## Saved data entries

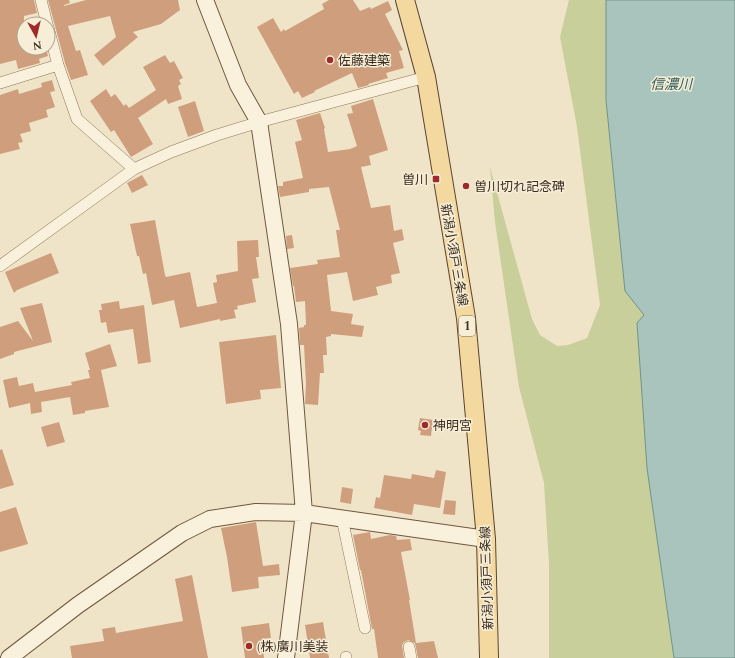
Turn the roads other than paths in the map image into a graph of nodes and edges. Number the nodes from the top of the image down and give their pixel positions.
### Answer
1 (40, 0) edge
2 (205, 0) edge
3 (405, 0) edge
4 (45, 16) edge
5 (56, 56) edge
6 (58, 65) junction
7 (426, 77) junction
8 (0, 83) edge
9 (259, 122) junction
10 (134, 169) junction
11 (0, 266) edge
12 (304, 513) junction
13 (342, 518) junction
14 (486, 539) junction
15 (365, 628) dead end
16 (408, 647) dead end
17 (9, 658) edge
18 (286, 658) edge
19 (411, 658) edge
20 (489, 658) edge

1 - 4 street
2 - 9 street
3 - 7 main road, 新潟小須戸三条線 / 1
5 - 6 street
6 - 8 street
6 - 10 street
7 - 9 street
7 - 14 main road, 新潟小須戸三条線 / 1
9 - 10 street
9 - 12 street
10 - 11 street
12 - 13 street
12 - 17 street
12 - 18 street
13 - 14 street
13 - 15 street
14 - 20 main road, 新潟小須戸三条線 / 1
16 - 19 street

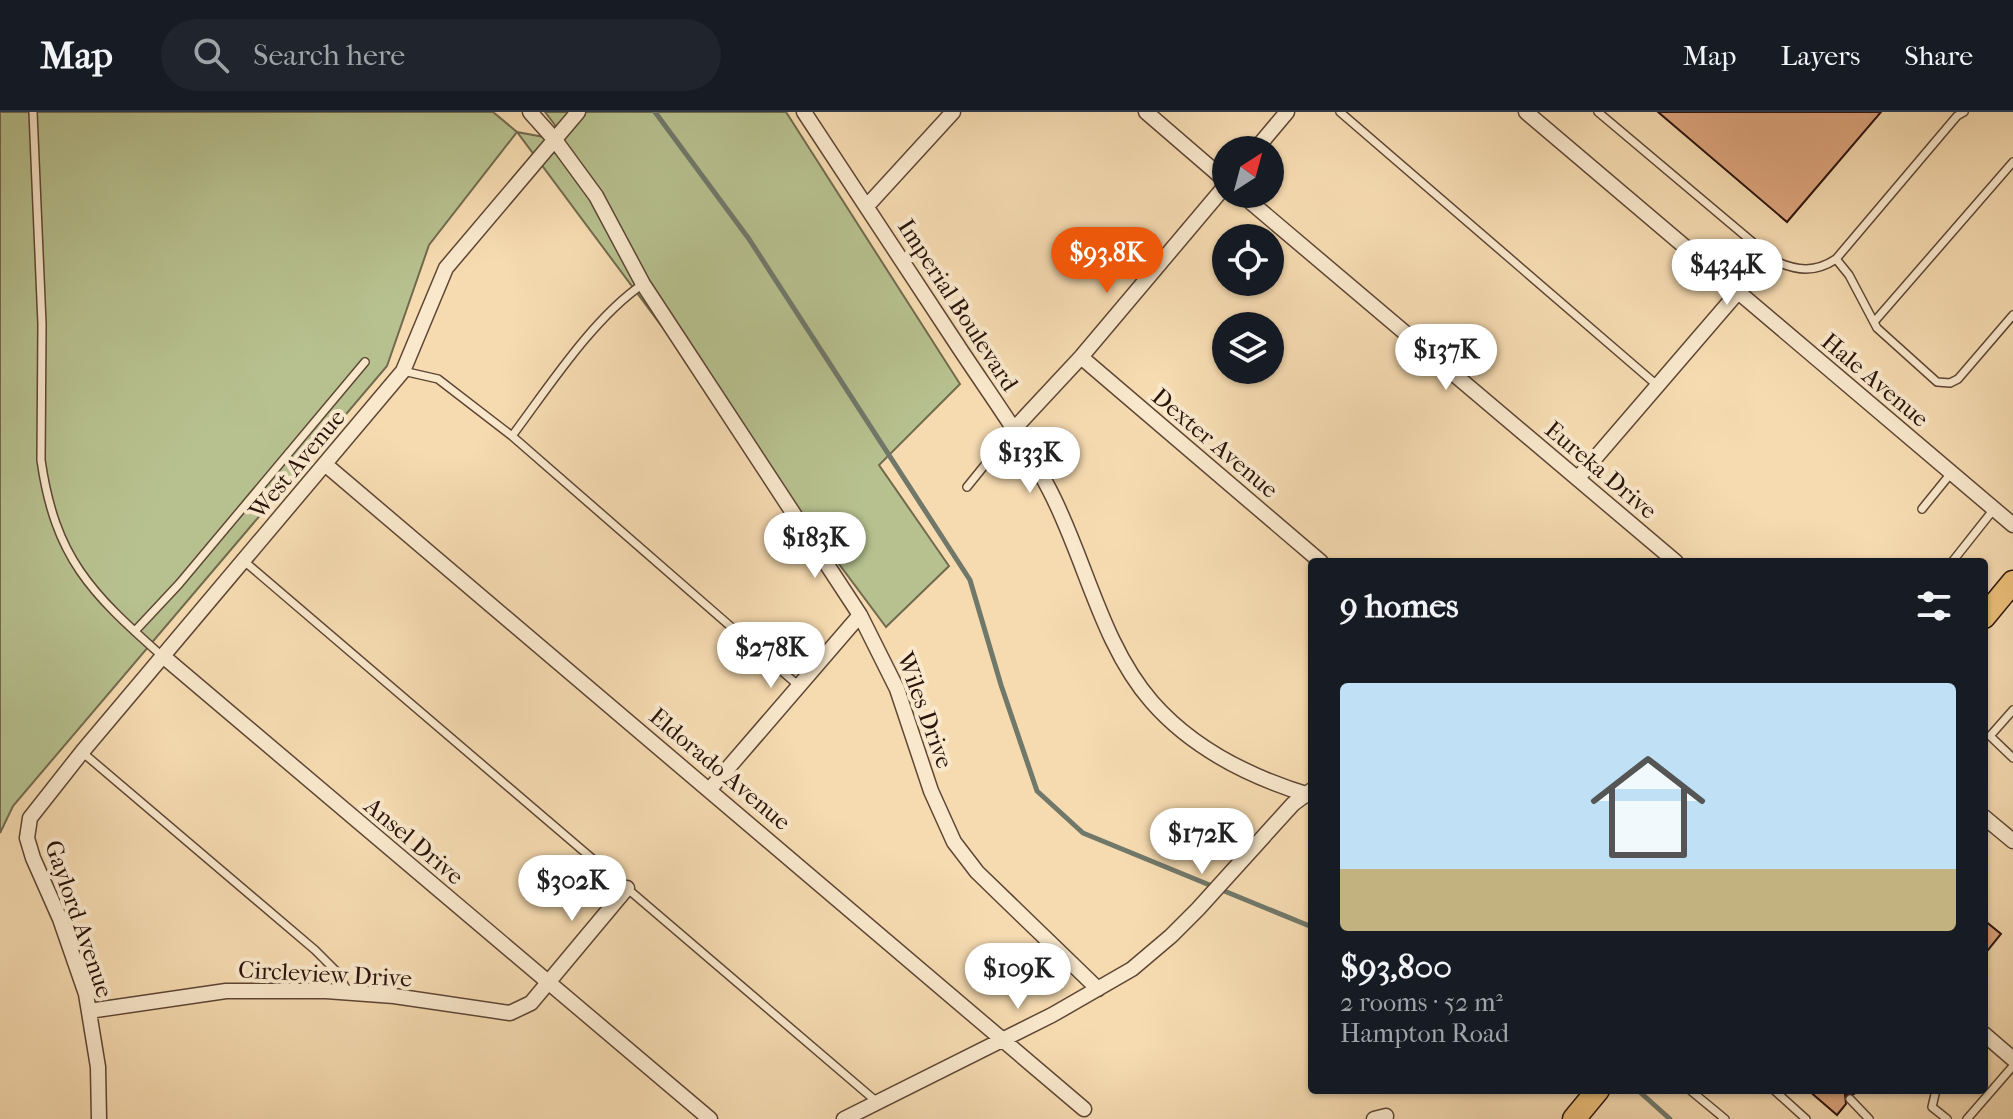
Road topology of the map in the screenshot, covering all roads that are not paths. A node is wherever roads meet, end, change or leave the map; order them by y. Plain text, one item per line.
1 (33, 112) edge
2 (530, 112) edge
3 (578, 112) edge
4 (804, 112) edge
5 (953, 112) edge
6 (1146, 112) edge
7 (1287, 112) edge
8 (1340, 112) edge
9 (1526, 112) edge
10 (1598, 112) edge
11 (1964, 112) edge
12 (1267, 136) edge
13 (555, 140) junction
14 (2013, 162) edge
15 (1212, 171) edge
16 (1212, 200) edge
17 (867, 206) junction
18 (1258, 208) edge
19 (1836, 259) junction
20 (643, 284) junction
21 (1738, 292) junction
22 (2013, 315) edge
23 (1874, 322) junction
24 (1081, 357) junction
25 (365, 362) dead end
26 (403, 371) junction
27 (1658, 386) junction
28 (1014, 429) junction
29 (512, 436) junction
30 (326, 465) junction
31 (1952, 472) junction
32 (1578, 478) junction
33 (967, 487) dead end
34 (1922, 509) dead end
35 (1994, 509) junction
36 (2013, 525) edge
37 (1316, 558) edge
38 (1671, 558) edge
39 (1955, 558) edge
40 (244, 561) junction
41 (2013, 582) edge
42 (1988, 612) edge
43 (860, 615) junction
44 (135, 631) junction
45 (164, 657) junction
46 (799, 686) junction
47 (2013, 710) edge
48 (82, 752) junction
49 (2013, 758) edge
50 (710, 789) junction
51 (1308, 792) edge
52 (1308, 794) edge
53 (1988, 820) edge
54 (27, 830) joint
55 (2013, 841) edge
56 (627, 888) junction
57 (547, 983) junction
58 (1098, 989) junction
59 (348, 992) junction
60 (89, 1011) junction
61 (1988, 1037) edge
62 (1003, 1039) junction
63 (2013, 1059) edge
64 (2013, 1066) edge
65 (1595, 1094) edge
66 (1695, 1094) edge
67 (1778, 1094) edge
68 (1935, 1094) edge
69 (1850, 1099) dead end
70 (877, 1102) junction
71 (1084, 1109) dead end
72 (1970, 1116) edge
73 (99, 1119) edge
74 (710, 1119) edge
75 (844, 1119) edge
76 (1574, 1119) edge
77 (1725, 1119) edge
78 (1806, 1119) edge
79 (1869, 1119) edge
80 (1947, 1119) edge

1 - 44 lane
2 - 13 street, Wiles Drive
3 - 13 street, West Avenue
4 - 17 street, Imperial Boulevard
5 - 17 street
6 - 15 street
7 - 12 street
8 - 27 lane
9 - 21 street, Hale Avenue
10 - 19 lane
11 - 19 lane
13 - 20 street, Wiles Drive
13 - 26 street, West Avenue
14 - 23 lane
16 - 24 street
17 - 28 street, Imperial Boulevard
18 - 32 street, Eureka Drive
19 - 23 lane
20 - 29 lane
20 - 43 street, Wiles Drive
21 - 27 street
21 - 31 street, Hale Avenue
22 - 23 lane
24 - 28 street
24 - 37 street, Dexter Avenue
25 - 44 lane
26 - 29 lane
26 - 30 street, West Avenue
27 - 32 street
28 - 33 lane
28 - 51 street, Imperial Boulevard
29 - 46 lane
30 - 40 street, West Avenue
30 - 50 street, Eldorado Avenue
31 - 34 lane
31 - 35 street, Hale Avenue
32 - 38 street, Eureka Drive
35 - 36 street, Hale Avenue
35 - 39 lane
40 - 45 street, West Avenue
40 - 56 lane
41 - 42 main road
43 - 46 street
43 - 58 street, Wiles Drive
44 - 45 lane
45 - 48 street, West Avenue
45 - 57 street, Ansel Drive
46 - 50 street
47 - 49 lane
48 - 54 street, West Avenue
48 - 59 lane
50 - 62 street, Eldorado Avenue
52 - 58 street
53 - 55 street
54 - 60 street, Gaylord Avenue
56 - 57 street, Circleview Drive
56 - 70 lane
57 - 59 street, Circleview Drive
57 - 74 street, Ansel Drive
58 - 62 street
59 - 60 street, Circleview Drive
60 - 73 street, Gaylord Avenue
61 - 63 street
62 - 70 street
62 - 71 street, Eldorado Avenue
64 - 72 lane
65 - 76 main road
66 - 77 lane
67 - 78 lane
68 - 80 lane
69 - 79 lane
70 - 75 street

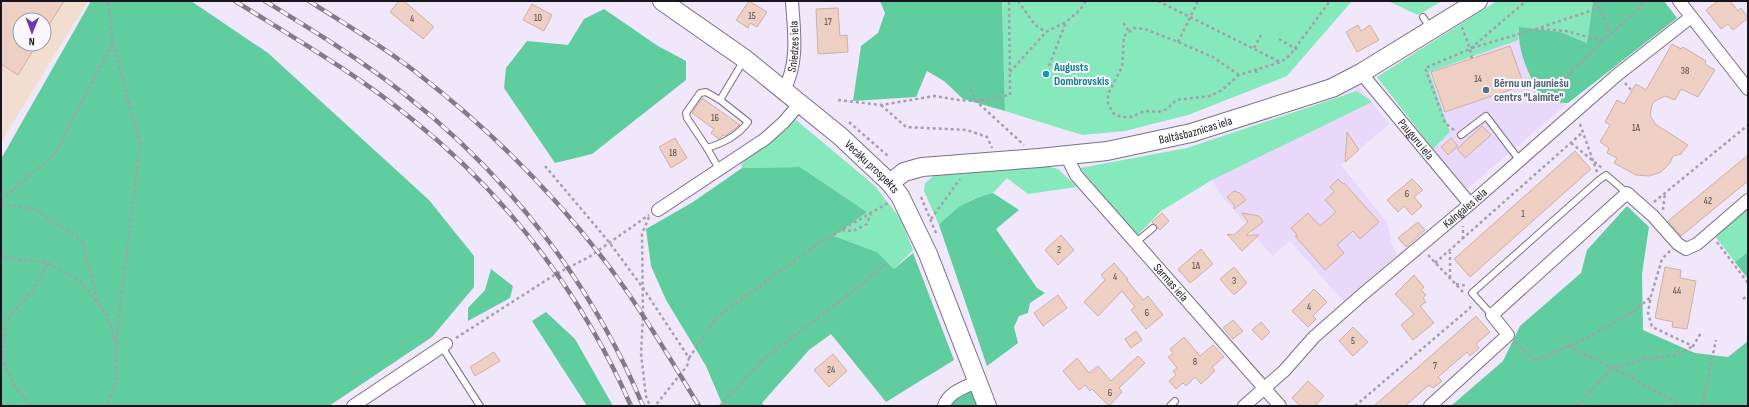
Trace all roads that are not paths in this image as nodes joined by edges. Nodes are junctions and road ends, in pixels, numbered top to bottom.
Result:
1 (662, 1) edge
2 (792, 1) edge
3 (1478, 1) edge
4 (1679, 1) edge
5 (1692, 16) junction
6 (745, 59) junction
7 (1361, 73) junction
8 (1748, 89) edge
9 (784, 90) junction
10 (720, 100) junction
11 (800, 103) junction
12 (1461, 135) road end
13 (707, 148) junction
14 (1068, 156) junction
15 (1520, 162) junction
16 (719, 169) junction
17 (895, 189) junction
18 (1627, 193) junction
19 (1748, 200) edge
20 (1470, 204) junction
21 (654, 212) road end
22 (1153, 228) dead end
23 (1135, 243) junction
24 (1492, 315) junction
25 (444, 345) joint
26 (978, 381) junction
27 (1264, 388) junction
28 (353, 406) edge
29 (480, 406) edge
30 (944, 406) edge
31 (987, 406) edge
32 (1244, 406) edge
33 (1280, 406) edge
34 (1430, 406) edge

1 - 6 street, Vecāķu prospekts
2 - 9 street, Sniedzes iela
3 - 7 street, Baltāsbaznīcas iela
4 - 5 street
5 - 8 street
5 - 15 street, Kalngales iela
6 - 9 street, Vecāķu prospekts
6 - 10 lane
7 - 14 street, Baltāsbaznīcas iela
7 - 20 street, Pauguru iela
9 - 11 street, Vecāķu prospekts
10 - 13 lane
10 - 13 lane
11 - 16 street
11 - 17 street, Vecāķu prospekts
12 - 15 lane
13 - 16 lane
14 - 17 street, Baltāsbaznīcas iela
14 - 23 street, Sarmas iela
15 - 20 street, Kalngales iela
16 - 21 street
17 - 26 street, Vecāķu prospekts
18 - 19 street
18 - 24 street
18 - 24 lane
20 - 27 street, Kalngales iela
22 - 23 lane
23 - 27 street, Sarmas iela
24 - 34 street
25 - 28 street
25 - 29 lane
26 - 30 street
26 - 31 street, Vecāķu prospekts
27 - 32 street, Kalngales iela
27 - 33 street, Sarmas iela

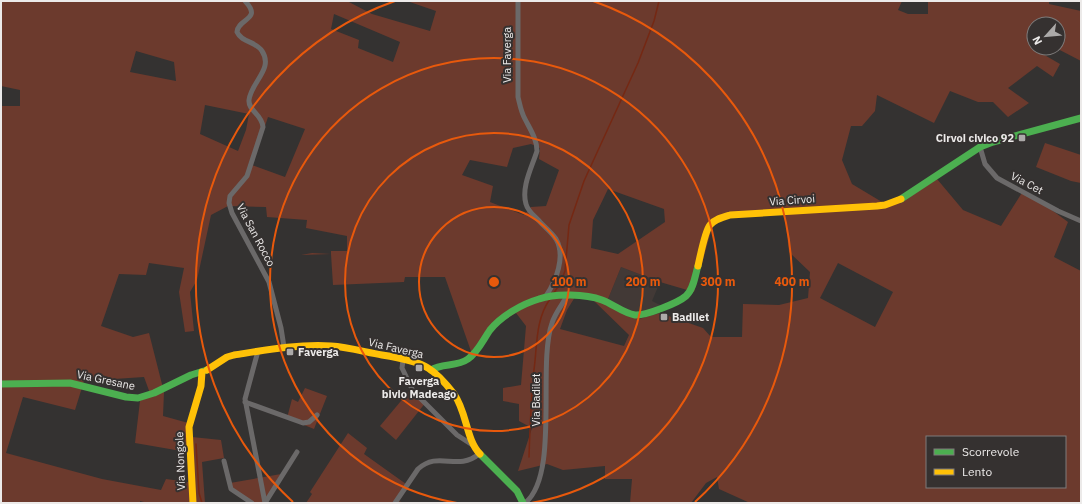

## WHAT YOU HAVE TO DO
The entries are to be printed exactly as written; the pictures are to be left out.

## WRITTEN ANSWER
Turn the roads other than paths in the map image into a graph of nodes and edges. Number the nodes from the top of the image down and give their pixel positions.
### Answer
1 (40, 0) edge
2 (205, 0) edge
3 (405, 0) edge
4 (45, 16) edge
5 (56, 56) edge
6 (58, 65) junction
7 (426, 77) junction
8 (0, 83) edge
9 (259, 122) junction
10 (134, 169) junction
11 (0, 266) edge
12 (304, 513) junction
13 (342, 518) junction
14 (486, 539) junction
15 (365, 628) dead end
16 (408, 647) dead end
17 (9, 658) edge
18 (286, 658) edge
19 (411, 658) edge
20 (489, 658) edge

1 - 4 street
2 - 9 street
3 - 7 main road, 新潟小須戸三条線 / 1
5 - 6 street
6 - 8 street
6 - 10 street
7 - 9 street
7 - 14 main road, 新潟小須戸三条線 / 1
9 - 10 street
9 - 12 street
10 - 11 street
12 - 13 street
12 - 17 street
12 - 18 street
13 - 14 street
13 - 15 street
14 - 20 main road, 新潟小須戸三条線 / 1
16 - 19 street

Road topology of the map in the screenshot, covering all roads that are not paths. A node is wherever roads meet, end, change or leave the map; order them by y. Plain text, one item per line.
1 (33, 112) edge
2 (530, 112) edge
3 (578, 112) edge
4 (804, 112) edge
5 (953, 112) edge
6 (1146, 112) edge
7 (1287, 112) edge
8 (1340, 112) edge
9 (1526, 112) edge
10 (1598, 112) edge
11 (1964, 112) edge
12 (1267, 136) edge
13 (555, 140) junction
14 (2013, 162) edge
15 (1212, 171) edge
16 (1212, 200) edge
17 (867, 206) junction
18 (1258, 208) edge
19 (1836, 259) junction
20 (643, 284) junction
21 (1738, 292) junction
22 (2013, 315) edge
23 (1874, 322) junction
24 (1081, 357) junction
25 (365, 362) dead end
26 (403, 371) junction
27 (1658, 386) junction
28 (1014, 429) junction
29 (512, 436) junction
30 (326, 465) junction
31 (1952, 472) junction
32 (1578, 478) junction
33 (967, 487) dead end
34 (1922, 509) dead end
35 (1994, 509) junction
36 (2013, 525) edge
37 (1316, 558) edge
38 (1671, 558) edge
39 (1955, 558) edge
40 (244, 561) junction
41 (2013, 582) edge
42 (1988, 612) edge
43 (860, 615) junction
44 (135, 631) junction
45 (164, 657) junction
46 (799, 686) junction
47 (2013, 710) edge
48 (82, 752) junction
49 (2013, 758) edge
50 (710, 789) junction
51 (1308, 792) edge
52 (1308, 794) edge
53 (1988, 820) edge
54 (27, 830) joint
55 (2013, 841) edge
56 (627, 888) junction
57 (547, 983) junction
58 (1098, 989) junction
59 (348, 992) junction
60 (89, 1011) junction
61 (1988, 1037) edge
62 (1003, 1039) junction
63 (2013, 1059) edge
64 (2013, 1066) edge
65 (1595, 1094) edge
66 (1695, 1094) edge
67 (1778, 1094) edge
68 (1935, 1094) edge
69 (1850, 1099) dead end
70 (877, 1102) junction
71 (1084, 1109) dead end
72 (1970, 1116) edge
73 (99, 1119) edge
74 (710, 1119) edge
75 (844, 1119) edge
76 (1574, 1119) edge
77 (1725, 1119) edge
78 (1806, 1119) edge
79 (1869, 1119) edge
80 (1947, 1119) edge

1 - 44 lane
2 - 13 street, Wiles Drive
3 - 13 street, West Avenue
4 - 17 street, Imperial Boulevard
5 - 17 street
6 - 15 street
7 - 12 street
8 - 27 lane
9 - 21 street, Hale Avenue
10 - 19 lane
11 - 19 lane
13 - 20 street, Wiles Drive
13 - 26 street, West Avenue
14 - 23 lane
16 - 24 street
17 - 28 street, Imperial Boulevard
18 - 32 street, Eureka Drive
19 - 23 lane
20 - 29 lane
20 - 43 street, Wiles Drive
21 - 27 street
21 - 31 street, Hale Avenue
22 - 23 lane
24 - 28 street
24 - 37 street, Dexter Avenue
25 - 44 lane
26 - 29 lane
26 - 30 street, West Avenue
27 - 32 street
28 - 33 lane
28 - 51 street, Imperial Boulevard
29 - 46 lane
30 - 40 street, West Avenue
30 - 50 street, Eldorado Avenue
31 - 34 lane
31 - 35 street, Hale Avenue
32 - 38 street, Eureka Drive
35 - 36 street, Hale Avenue
35 - 39 lane
40 - 45 street, West Avenue
40 - 56 lane
41 - 42 main road
43 - 46 street
43 - 58 street, Wiles Drive
44 - 45 lane
45 - 48 street, West Avenue
45 - 57 street, Ansel Drive
46 - 50 street
47 - 49 lane
48 - 54 street, West Avenue
48 - 59 lane
50 - 62 street, Eldorado Avenue
52 - 58 street
53 - 55 street
54 - 60 street, Gaylord Avenue
56 - 57 street, Circleview Drive
56 - 70 lane
57 - 59 street, Circleview Drive
57 - 74 street, Ansel Drive
58 - 62 street
59 - 60 street, Circleview Drive
60 - 73 street, Gaylord Avenue
61 - 63 street
62 - 70 street
62 - 71 street, Eldorado Avenue
64 - 72 lane
65 - 76 main road
66 - 77 lane
67 - 78 lane
68 - 80 lane
69 - 79 lane
70 - 75 street

Trace all roads that are not paths in this image as nodes joined by edges. Nodes are junctions and road ends, in pixels, numbered top to bottom.
Result:
1 (662, 1) edge
2 (792, 1) edge
3 (1478, 1) edge
4 (1679, 1) edge
5 (1692, 16) junction
6 (745, 59) junction
7 (1361, 73) junction
8 (1748, 89) edge
9 (784, 90) junction
10 (720, 100) junction
11 (800, 103) junction
12 (1461, 135) road end
13 (707, 148) junction
14 (1068, 156) junction
15 (1520, 162) junction
16 (719, 169) junction
17 (895, 189) junction
18 (1627, 193) junction
19 (1748, 200) edge
20 (1470, 204) junction
21 (654, 212) road end
22 (1153, 228) dead end
23 (1135, 243) junction
24 (1492, 315) junction
25 (444, 345) joint
26 (978, 381) junction
27 (1264, 388) junction
28 (353, 406) edge
29 (480, 406) edge
30 (944, 406) edge
31 (987, 406) edge
32 (1244, 406) edge
33 (1280, 406) edge
34 (1430, 406) edge

1 - 6 street, Vecāķu prospekts
2 - 9 street, Sniedzes iela
3 - 7 street, Baltāsbaznīcas iela
4 - 5 street
5 - 8 street
5 - 15 street, Kalngales iela
6 - 9 street, Vecāķu prospekts
6 - 10 lane
7 - 14 street, Baltāsbaznīcas iela
7 - 20 street, Pauguru iela
9 - 11 street, Vecāķu prospekts
10 - 13 lane
10 - 13 lane
11 - 16 street
11 - 17 street, Vecāķu prospekts
12 - 15 lane
13 - 16 lane
14 - 17 street, Baltāsbaznīcas iela
14 - 23 street, Sarmas iela
15 - 20 street, Kalngales iela
16 - 21 street
17 - 26 street, Vecāķu prospekts
18 - 19 street
18 - 24 street
18 - 24 lane
20 - 27 street, Kalngales iela
22 - 23 lane
23 - 27 street, Sarmas iela
24 - 34 street
25 - 28 street
25 - 29 lane
26 - 30 street
26 - 31 street, Vecāķu prospekts
27 - 32 street, Kalngales iela
27 - 33 street, Sarmas iela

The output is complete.